Once in the Settings app, click on the "System" option from the menu on the left.

This section contains all the major settings related to your system, including display and hardware configurations.

Step 3: Click on Display

Inside the System settings, find and click on the "Display" option.

The Display settings will show you options related to your monitor and screen resolution.

Step 4: Scroll down to Advanced Display

Scroll down the Display settings until you find the "Advanced display" link and click on it.

Advanced Display settings offer more detailed information about your display’s properties, including your graphics card.

Step 5: Check Display Adapter Properties

Under Advanced Display settings, click on "Display adapter properties for Display 1."

A new window will pop up showing detailed information about your graphics card, including its dedicated memory.

Step 6: Locate Dedicated Video Memory

In the Display Adapter Properties window, find the section labeled "Dedicated Video Memory."

Here, you’ll see the amount of memory your graphics card has.
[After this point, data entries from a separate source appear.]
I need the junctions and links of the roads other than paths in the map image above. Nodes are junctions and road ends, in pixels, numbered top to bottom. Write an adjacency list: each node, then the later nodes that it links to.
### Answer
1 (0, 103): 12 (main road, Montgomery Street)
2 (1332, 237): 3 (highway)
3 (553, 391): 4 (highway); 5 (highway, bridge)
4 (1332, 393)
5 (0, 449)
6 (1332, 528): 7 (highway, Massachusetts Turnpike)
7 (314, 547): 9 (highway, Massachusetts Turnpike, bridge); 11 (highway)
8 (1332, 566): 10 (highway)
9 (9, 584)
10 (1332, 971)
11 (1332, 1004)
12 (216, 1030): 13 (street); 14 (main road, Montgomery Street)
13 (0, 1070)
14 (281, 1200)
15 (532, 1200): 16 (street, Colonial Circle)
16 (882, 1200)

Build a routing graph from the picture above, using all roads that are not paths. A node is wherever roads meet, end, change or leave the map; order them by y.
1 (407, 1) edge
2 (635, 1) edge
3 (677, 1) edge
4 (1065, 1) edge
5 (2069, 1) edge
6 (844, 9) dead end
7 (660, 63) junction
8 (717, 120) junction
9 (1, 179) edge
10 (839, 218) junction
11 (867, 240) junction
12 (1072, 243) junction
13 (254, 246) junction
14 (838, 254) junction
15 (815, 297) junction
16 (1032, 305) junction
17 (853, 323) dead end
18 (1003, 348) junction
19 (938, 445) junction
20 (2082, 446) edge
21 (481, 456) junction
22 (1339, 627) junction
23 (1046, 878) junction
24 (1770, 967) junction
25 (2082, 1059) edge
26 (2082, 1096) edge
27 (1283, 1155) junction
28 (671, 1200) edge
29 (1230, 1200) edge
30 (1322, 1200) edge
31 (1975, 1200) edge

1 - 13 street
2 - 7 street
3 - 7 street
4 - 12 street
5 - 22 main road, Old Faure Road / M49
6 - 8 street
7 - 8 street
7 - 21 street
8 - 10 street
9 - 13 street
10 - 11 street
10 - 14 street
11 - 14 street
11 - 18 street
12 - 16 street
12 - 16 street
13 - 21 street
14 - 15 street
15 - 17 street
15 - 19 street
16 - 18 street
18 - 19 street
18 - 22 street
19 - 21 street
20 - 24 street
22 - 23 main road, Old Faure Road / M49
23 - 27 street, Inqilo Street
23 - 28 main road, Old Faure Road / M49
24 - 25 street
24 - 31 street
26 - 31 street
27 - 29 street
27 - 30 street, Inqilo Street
This figure represents the VRAM available for your system.

After completing these steps, you will know exactly how much memory your graphics card has. This information can be useful for gaming, video editing, or other graphic-intensive tasks.

Tips for Checking Graphics Card Memory on Windows 11

  • Keep your graphics card drivers updated for accurate information.
  • Use third-party software like GPU-Z for more detailed GPU info.
  • Remember that integrated graphics share memory with your RAM.
  • Consult your GPU’s manual for more comprehensive specs.
  • Reboot your system if you encounter display issues.
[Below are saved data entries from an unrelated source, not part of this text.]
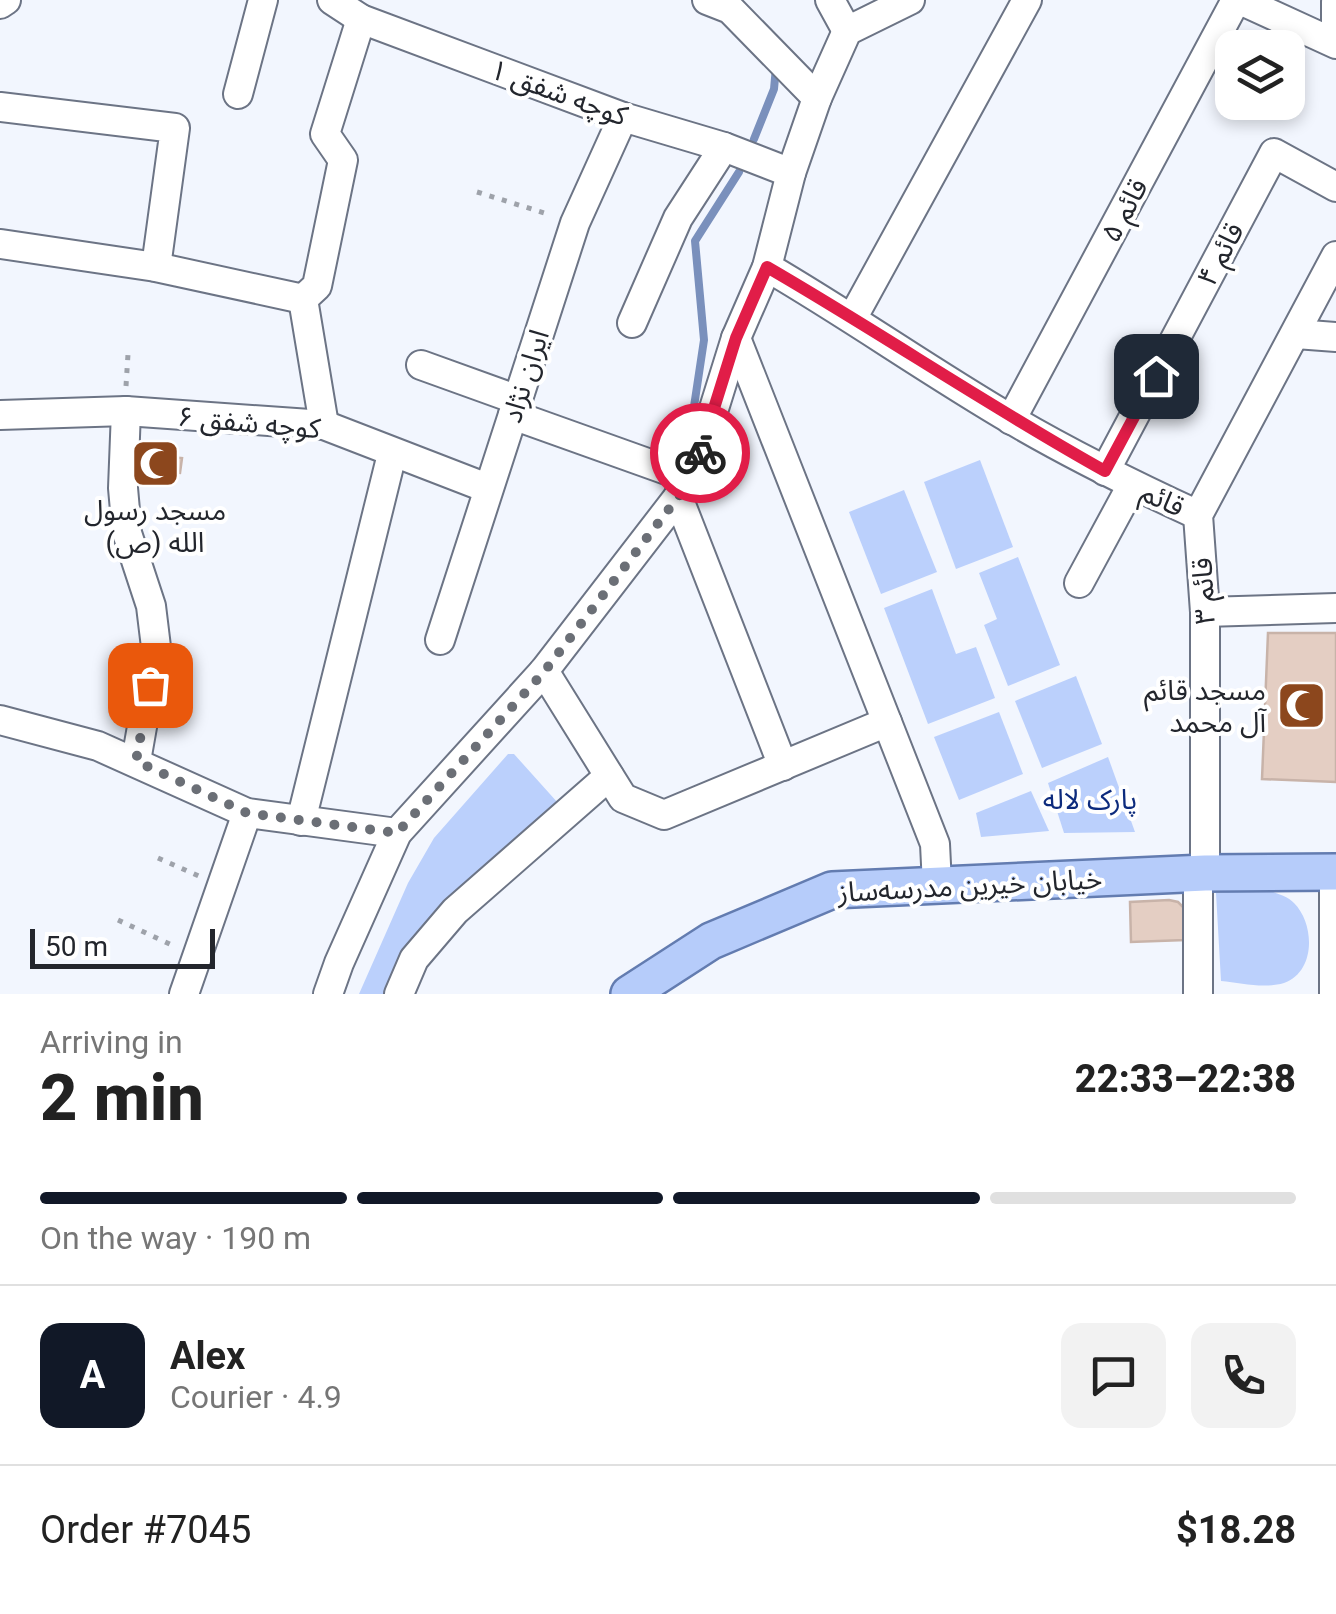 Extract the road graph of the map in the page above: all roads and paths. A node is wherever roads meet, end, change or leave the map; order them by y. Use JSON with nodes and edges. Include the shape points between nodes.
{"nodes":[{"id":1,"x":263,"y":0,"type":"edge"},
{"id":2,"x":332,"y":0,"type":"edge"},
{"id":3,"x":708,"y":0,"type":"edge"},
{"id":4,"x":830,"y":0,"type":"edge"},
{"id":5,"x":856,"y":0,"type":"edge"},
{"id":6,"x":910,"y":0,"type":"edge"},
{"id":7,"x":1027,"y":0,"type":"edge"},
{"id":8,"x":1238,"y":0,"type":"edge"},
{"id":9,"x":1336,"y":2,"type":"edge"},
{"id":10,"x":361,"y":19,"type":"junction"},
{"id":11,"x":1336,"y":29,"type":"edge"},
{"id":12,"x":847,"y":31,"type":"junction"},
{"id":13,"x":1336,"y":44,"type":"edge"},
{"id":14,"x":238,"y":94,"type":"dead end"},
{"id":15,"x":817,"y":98,"type":"junction"},
{"id":16,"x":0,"y":107,"type":"edge"},
{"id":17,"x":623,"y":117,"type":"junction"},
{"id":18,"x":724,"y":147,"type":"junction"},
{"id":19,"x":792,"y":174,"type":"junction"},
{"id":20,"x":1336,"y":187,"type":"edge"},
{"id":21,"x":477,"y":192,"type":"dead end"},
{"id":22,"x":575,"y":222,"type":"junction"},
{"id":23,"x":0,"y":246,"type":"edge"},
{"id":24,"x":1336,"y":256,"type":"edge"},
{"id":25,"x":156,"y":267,"type":"junction"},
{"id":26,"x":767,"y":267,"type":"junction"},
{"id":27,"x":303,"y":299,"type":"junction"},
{"id":28,"x":853,"y":317,"type":"junction"},
{"id":29,"x":632,"y":324,"type":"dead end"},
{"id":30,"x":1296,"y":334,"type":"junction"},
{"id":31,"x":1336,"y":337,"type":"edge"},
{"id":32,"x":736,"y":338,"type":"junction"},
{"id":33,"x":128,"y":354,"type":"dead end"},
{"id":34,"x":421,"y":365,"type":"dead end"},
{"id":35,"x":516,"y":407,"type":"junction"},
{"id":36,"x":126,"y":411,"type":"junction"},
{"id":37,"x":0,"y":416,"type":"edge"},
{"id":38,"x":1012,"y":420,"type":"junction"},
{"id":39,"x":324,"y":425,"type":"junction"},
{"id":40,"x":392,"y":454,"type":"junction"},
{"id":41,"x":1105,"y":471,"type":"junction"},
{"id":42,"x":1132,"y":484,"type":"junction"},
{"id":43,"x":487,"y":488,"type":"junction"},
{"id":44,"x":685,"y":488,"type":"junction"},
{"id":45,"x":1198,"y":515,"type":"junction"},
{"id":46,"x":1079,"y":583,"type":"dead end"},
{"id":47,"x":1336,"y":608,"type":"edge"},
{"id":48,"x":1205,"y":612,"type":"junction"},
{"id":49,"x":440,"y":640,"type":"dead end"},
{"id":50,"x":544,"y":672,"type":"junction"},
{"id":51,"x":0,"y":720,"type":"edge"},
{"id":52,"x":887,"y":722,"type":"junction"},
{"id":53,"x":136,"y":761,"type":"junction"},
{"id":54,"x":783,"y":766,"type":"junction"},
{"id":55,"x":609,"y":776,"type":"junction"},
{"id":56,"x":247,"y":813,"type":"junction"},
{"id":57,"x":301,"y":821,"type":"junction"},
{"id":58,"x":397,"y":833,"type":"junction"},
{"id":59,"x":158,"y":858,"type":"dead end"},
{"id":60,"x":1335,"y":872,"type":"edge"},
{"id":61,"x":1201,"y":873,"type":"junction"},
{"id":62,"x":936,"y":885,"type":"junction"},
{"id":63,"x":222,"y":886,"type":"junction"},
{"id":64,"x":118,"y":920,"type":"dead end"},
{"id":65,"x":197,"y":956,"type":"junction"},
{"id":66,"x":184,"y":994,"type":"edge"},
{"id":67,"x":328,"y":994,"type":"edge"},
{"id":68,"x":399,"y":994,"type":"edge"},
{"id":69,"x":630,"y":994,"type":"edge"},
{"id":70,"x":1198,"y":994,"type":"edge"},
{"id":71,"x":1334,"y":994,"type":"edge"}],
"edges":[{"from":1,"to":14,"type":"street"},
{"from":2,"to":10,"type":"street","name":"کوچه شفق ۱"},
{"from":3,"to":15,"type":"street","via":[[730,9]]},
{"from":4,"to":12,"type":"street"},
{"from":5,"to":12,"type":"street"},
{"from":6,"to":12,"type":"street"},
{"from":7,"to":28,"type":"street"},
{"from":8,"to":13,"type":"street"},
{"from":8,"to":38,"type":"street","name":"قائم ۵"},
{"from":9,"to":11,"type":"street"},
{"from":10,"to":17,"type":"street","name":"کوچه شفق ۱"},
{"from":10,"to":27,"type":"street","via":[[325,134],[344,160],[334,211],[318,286]]},
{"from":12,"to":15,"type":"street"},
{"from":15,"to":19,"type":"street"},
{"from":16,"to":25,"type":"street","via":[[175,128]]},
{"from":17,"to":18,"type":"street","name":"کوچه شفق ۱"},
{"from":17,"to":22,"type":"street","name":"ایران نژاد"},
{"from":18,"to":19,"type":"street","name":"کوچه شفق ۱"},
{"from":18,"to":29,"type":"street","via":[[678,218]]},
{"from":19,"to":26,"type":"street"},
{"from":20,"to":41,"type":"street","name":"قائم ۴","via":[[1274,152]]},
{"from":21,"to":22,"type":"path"},
{"from":22,"to":35,"type":"street","name":"ایران نژاد"},
{"from":23,"to":25,"type":"street"},
{"from":24,"to":30,"type":"street"},
{"from":25,"to":27,"type":"street"},
{"from":26,"to":28,"type":"street","name":"قائم"},
{"from":26,"to":32,"type":"street"},
{"from":27,"to":39,"type":"street"},
{"from":28,"to":38,"type":"street","name":"قائم"},
{"from":30,"to":31,"type":"street"},
{"from":30,"to":45,"type":"street"},
{"from":32,"to":44,"type":"street"},
{"from":32,"to":52,"type":"street"},
{"from":33,"to":36,"type":"path"},
{"from":34,"to":35,"type":"street"},
{"from":35,"to":43,"type":"street","name":"ایران نژاد"},
{"from":35,"to":44,"type":"street"},
{"from":36,"to":37,"type":"street","name":"کوچه شفق ۶"},
{"from":36,"to":39,"type":"street","name":"کوچه شفق ۶"},
{"from":36,"to":53,"type":"street","via":[[127,534],[151,606],[156,647]]},
{"from":38,"to":41,"type":"street","name":"قائم"},
{"from":39,"to":40,"type":"street","name":"کوچه شفق ۶"},
{"from":40,"to":43,"type":"street","name":"کوچه شفق ۶"},
{"from":40,"to":57,"type":"street"},
{"from":41,"to":42,"type":"street","name":"قائم"},
{"from":42,"to":45,"type":"street","name":"قائم"},
{"from":42,"to":46,"type":"street"},
{"from":43,"to":49,"type":"street","name":"ایران نژاد"},
{"from":44,"to":50,"type":"street"},
{"from":44,"to":54,"type":"street"},
{"from":45,"to":48,"type":"street","name":"قائم ۳"},
{"from":47,"to":48,"type":"street"},
{"from":48,"to":61,"type":"street","name":"قائم ۳"},
{"from":50,"to":55,"type":"street"},
{"from":50,"to":58,"type":"street"},
{"from":51,"to":53,"type":"street"},
{"from":52,"to":54,"type":"street"},
{"from":52,"to":62,"type":"street","via":[[935,844]]},
{"from":53,"to":56,"type":"street"},
{"from":54,"to":55,"type":"street","via":[[664,815],[623,798]]},
{"from":55,"to":68,"type":"street","via":[[455,911],[414,959]]},
{"from":56,"to":57,"type":"street"},
{"from":56,"to":63,"type":"street"},
{"from":57,"to":58,"type":"street"},
{"from":58,"to":67,"type":"street"},
{"from":59,"to":63,"type":"path"},
{"from":60,"to":61,"type":"main road","name":"خیابان خیرین مدرسه‌ساز"},
{"from":60,"to":71,"type":"street"},
{"from":61,"to":62,"type":"main road","name":"خیابان خیرین مدرسه‌ساز"},
{"from":61,"to":70,"type":"street","name":"قائم ۳"},
{"from":62,"to":69,"type":"main road","name":"خیابان خیرین مدرسه‌ساز","via":[[832,890],[711,941]]},
{"from":63,"to":65,"type":"street"},
{"from":64,"to":65,"type":"path"},
{"from":65,"to":66,"type":"street"}]}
Frequently Asked Questions

What if I can’t find the Display settings?

Ensure that your Windows 11 is up-to-date. Sometimes, updates can change settings locations.

Can I check my graphics card memory using third-party software?

Yes, programs like GPU-Z and Speccy provide detailed GPU information.

Why is my dedicated video memory so low?

You might have an integrated GPU, which shares memory with your system RAM.

What’s the difference between dedicated and shared memory?

Dedicated memory is only used by the GPU, whereas shared memory is used by both the GPU and system processes.

Do I need a lot of graphics card memory for gaming?

Yes, more VRAM helps with higher-resolution textures and smoother gameplay.


  1. Open the Settings app.
  2. Navigate to System settings.
  3. Click on Display.
  4. Scroll down to Advanced Display.
  5. Click on Display adapter properties.
  6. Locate Dedicated Video Memory.


So, there you have it! Checking your graphics card memory on Windows 11 is a straightforward task that can be done in just a few clicks. Whether you’re troubleshooting performance issues or just curious about your system specs, knowing how much VRAM you have is crucial. For more advanced needs, third-party software can provide even more detailed information.

Feeling empowered to explore more about your PC’s capabilities? There’s a whole world of settings and tweaks out there. Take some time to poke around, and you might just find ways to optimize your system further. Thanks for sticking around, and happy computing!